Qualifying businesses could recoup no more than 25% of their total refund, and no more than $1.5 million in tax refunds in a single year.

Extending QTI was challenged by opponents in both parties who say taxpayer-subsidized incentives are unneeded “corporate welfare.”

Lawmakers in the final days of the 2020 session cut QTI out of the tax package, reasoning a tax break didn’t make sense amid a pandemic and economic uncertainty.

Despite calls from the Florida Chamber of Commerce before the 2020 session began to renew QTI, no such bill advanced.

During the Chamber’s January 2020 presentation of its “Florida 2030 Blueprint,” representatives from numerous corporations said without restoring QTI, Florida will lose high-paying jobs to states like North Carolina.

Rep. Chip LaMarca, R-Lighthouse Point, was among those unimpressed with QTI, noting Florida competes with tax credits offered by 40 other states but “we don’t need to hand out money to get business here.”

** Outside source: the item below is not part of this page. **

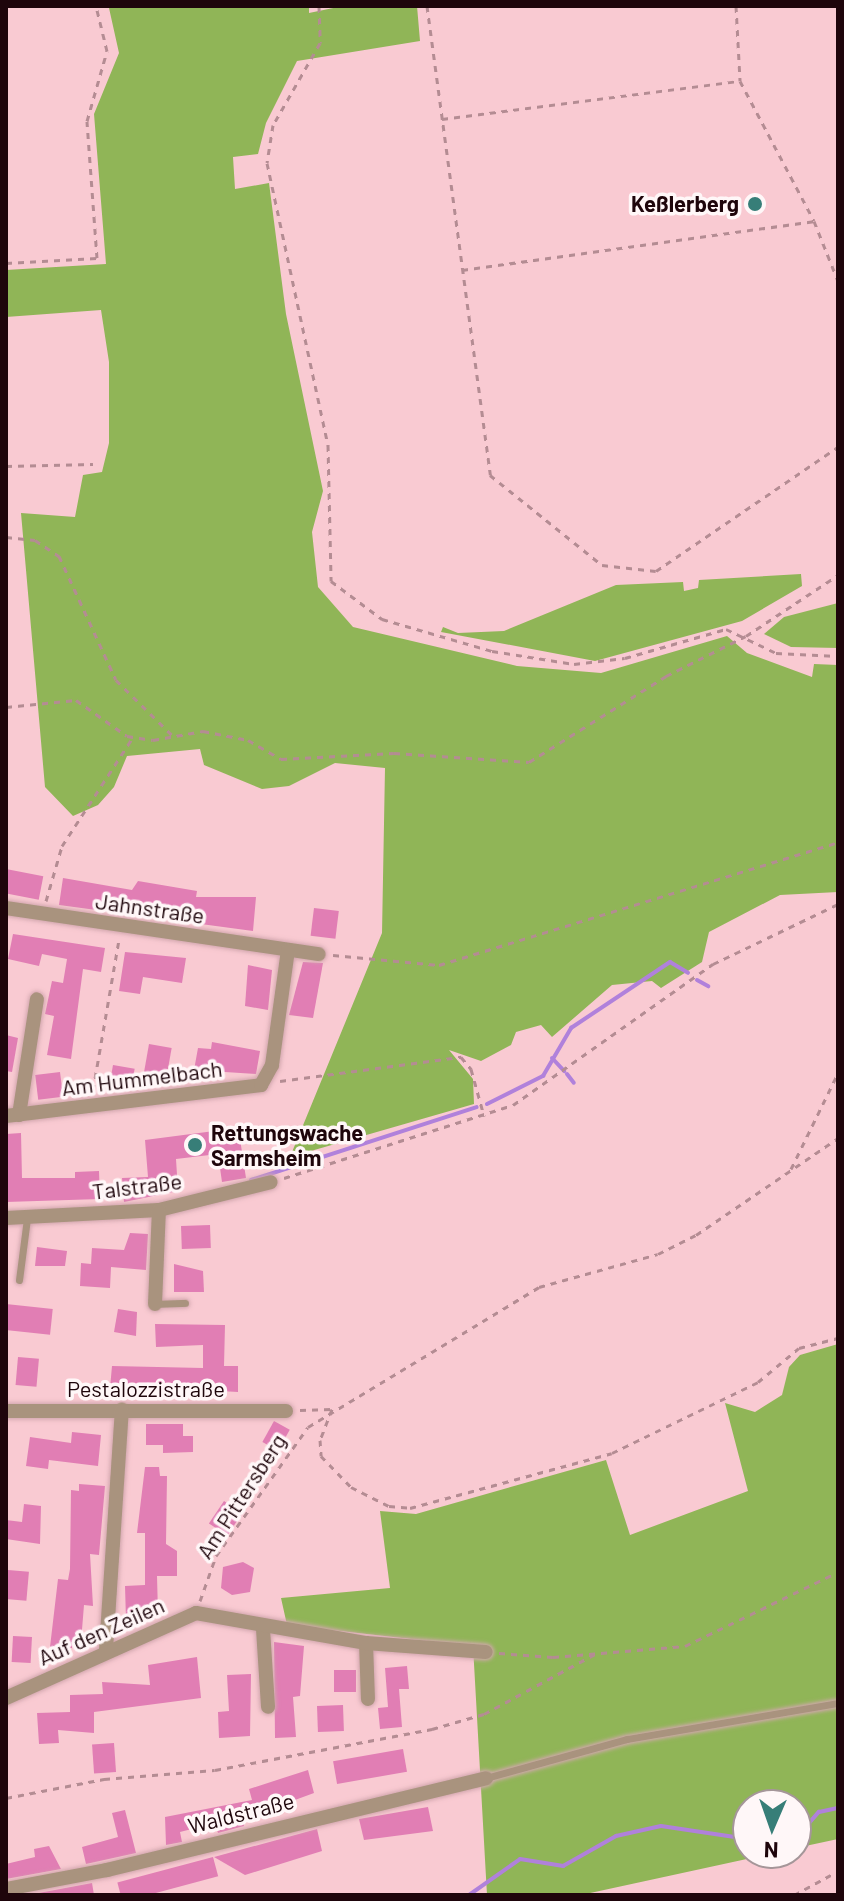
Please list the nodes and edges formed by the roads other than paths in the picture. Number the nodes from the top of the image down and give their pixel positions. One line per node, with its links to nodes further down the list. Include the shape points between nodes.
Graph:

The DEO argues QTI is not “handing out” money. “Unlike other programs,” it said, “QTI tax refunds are paid once jobs are created, taxes are paid and performance is verified.”

TaxWatch agrees.

“While Florida TaxWatch has long maintained … incentive programs will not be the sole reason a company selects a particular state to locate its operations, they can certainly be a disqualifying factor in the initial stages or a deciding factor in the final stage,” Calabro said. “Essentially, they can make a difference – especially when it comes to growth and diversification of the manufacturing sector – and without QTI, the state could be losing out on billions of dollars in economic benefit.”